“小さい人を信じて見守ってほしい” 高見のっぽさんの思い

幼かった私たちにテレビの向こうから、いたずらっぽい笑顔で工作の楽しさを教えてくれたあの人。

NHK教育テレビの子ども番組「できるかな」でノッポさんとして親しまれた、高見のっぽさんが、88歳で亡くなりました。

「できるかな」では、ひと言もしゃべらないキャラクターでしたが、素顔の高見のっぽさんは、どんな人だったのでしょうか。

のっぽさんの所属する事務所の代表で、40年近くのっぽさんをそばで見てきた古家貴代美さんに聞きました。
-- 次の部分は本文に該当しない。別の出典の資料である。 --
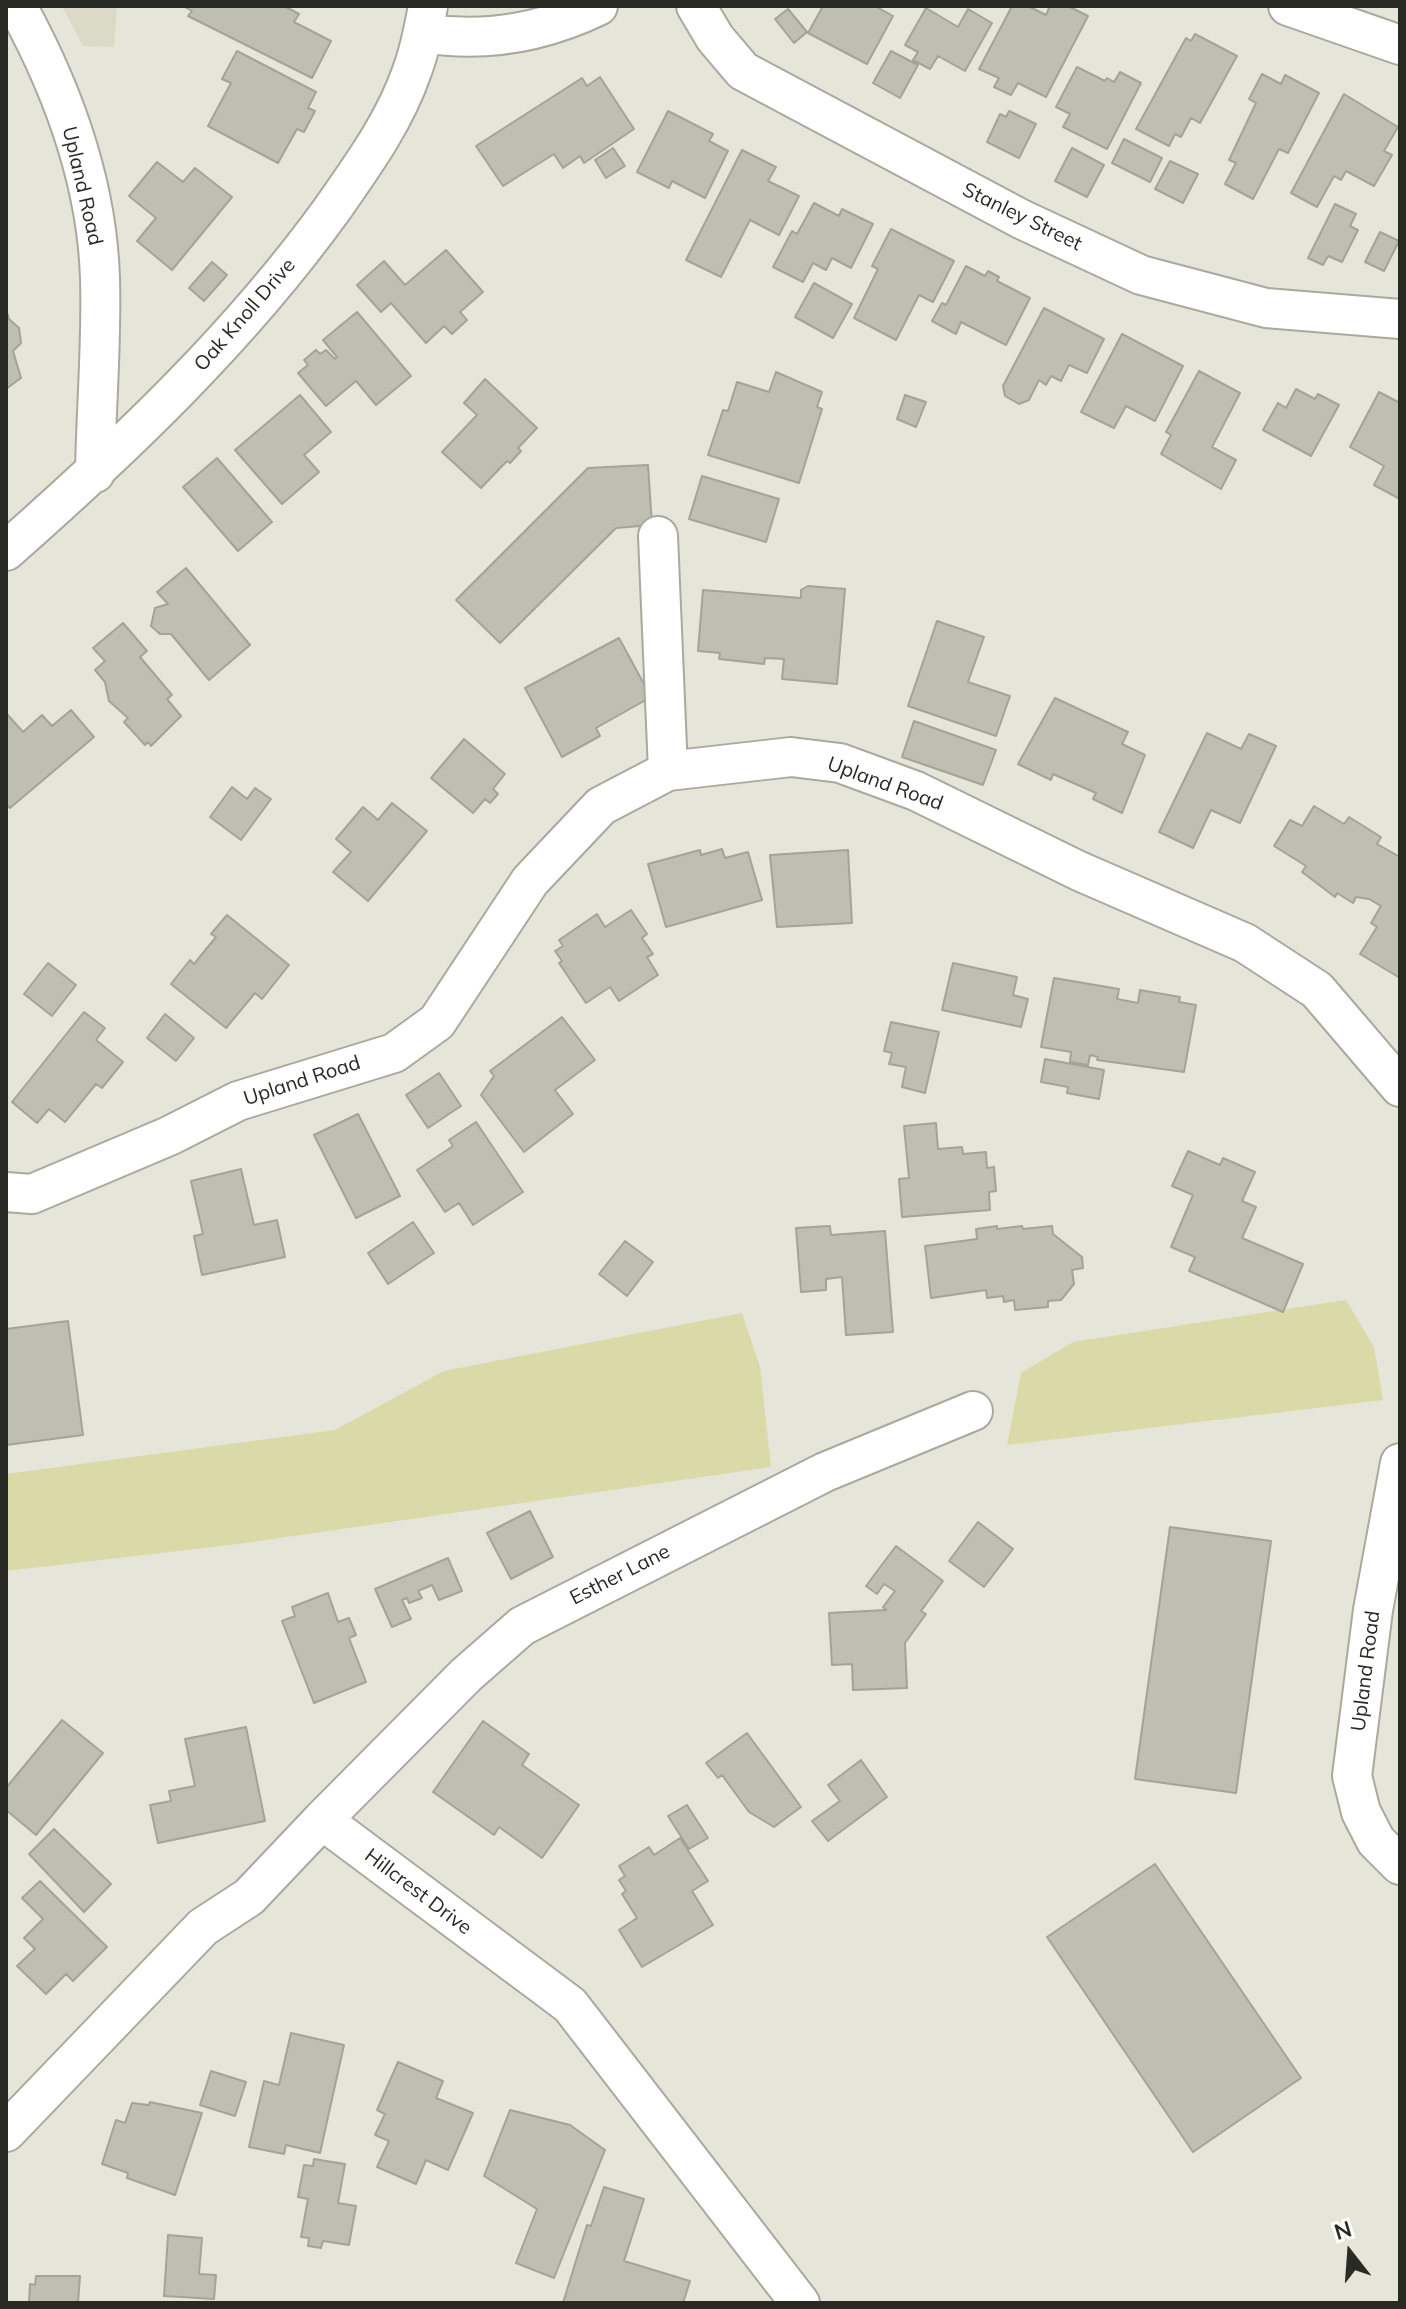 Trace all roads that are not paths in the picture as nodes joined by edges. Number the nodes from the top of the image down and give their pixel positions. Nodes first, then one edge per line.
1 (17, 6) edge
2 (598, 6) edge
3 (696, 6) edge
4 (1288, 6) edge
5 (425, 20) edge
6 (1400, 45) edge
7 (1400, 319) edge
8 (95, 473) junction
9 (658, 536) dead end
10 (6, 551) edge
11 (668, 771) junction
12 (1400, 1087) edge
13 (6, 1192) edge
14 (973, 1411) dead end
15 (1400, 1463) edge
16 (322, 1820) junction
17 (1400, 1865) edge
18 (7, 2129) edge
19 (800, 2303) edge

1 - 8 street, Upland Road
2 - 5 street
3 - 7 street, Stanley Street
4 - 6 street
5 - 8 street, Oak Knoll Drive
8 - 10 street, Oak Knoll Drive
9 - 11 street
11 - 12 street, Upland Road
11 - 13 street, Upland Road
14 - 16 street, Esther Lane
15 - 17 street, Upland Road
16 - 18 street
16 - 19 street, Hillcrest Drive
当初、のっぽさんは「高見映」という芸名で活動していましたが、「できるかな」が終了したあとも「ノッポさん」のイメージで見られることが多かったため、2005年ごろに「高見のっぽ」という芸名にみずから変えたということです。

“小さい人”に敬意

のっぽさんは、日頃から子どものことを敬意を込めて「小さい人」と呼んでいました。

その理由を古家さんは本人から聞いていたといいます。

「『子“ども”なんてひとからげにはできない。大人だって大人“ども”なんて言われたら嫌でしょ』と話していました」。

のっぽさんは著書の中で次のように記しています。

「子どもだからといって、“経験も浅い、物事をよくわかっていない存在”とは、これっぽっちも思っていないからですよ/小さい人たちというのは、実にいろいろなことが分かっているのです。大人が思うよりも、いやおそらく大人よりも、ずっとずっと賢いんですから」。
(「ノッポさんの『小さい人』となかよくできるかな?」より)

また、古家さんはのっぽさんが「小さい人」に話しかけていた姿が印象に残っているといいます。

(古家さん)
「『僕はのっぽと言いますが、君のお名前を教えていただけませんでしょうか』と話しかけるんです。言われた子は、顔を真っ赤にしながらも必死に自分の名前を言うものですから、そばにいた親が驚いていました。泣いている赤ちゃんに『どうされましたか。一生懸命おしゃべりしていますね。眠たいですか。どうぞどうぞお休みください』なんて優しく話しかけていると、赤ちゃんもお母さんもにこにこになる。そんな奇跡みたいな場面がのっぽさんといるとたくさんありました」。

「小さい人をもっと信じて」

「できるかな」では次々に工作を作り出していたのっぽさん。

古家さんによると「できるかな」の工作は子どもが作るのには難しいものもあったということです。

(古家さん)
「番組は工作の手順を教えるのではなく、ものを作る楽しさを伝え、『やってみたい』という子どものやる気を引き出すことだったと聞いています。だから子どもたちが番組と同じように作ってうまくいかないことがあったとしても、のっぽさんは『うまくいかない経験がすごく大事で、大人は“失敗を保証する”ことが大事』と常々言ってました」

失敗したら、次に道具を使う際の力加減も覚えられるし、工夫も生まれる。

失敗を積み重ねて人は成長する。

のっぽさんには、大人が先回りをして子どもの失敗を回避させるのではなく、「もっと小さい人を信じて見守ってほしい」という思いがあったそうです。

実は“ぶきっちょ”だから一生懸命

古家さんによるとのっぽさんも、かなりの「ぶきっちょ」を自称していて工作のテープがまっすぐ貼れないなど失敗も多かったそうです。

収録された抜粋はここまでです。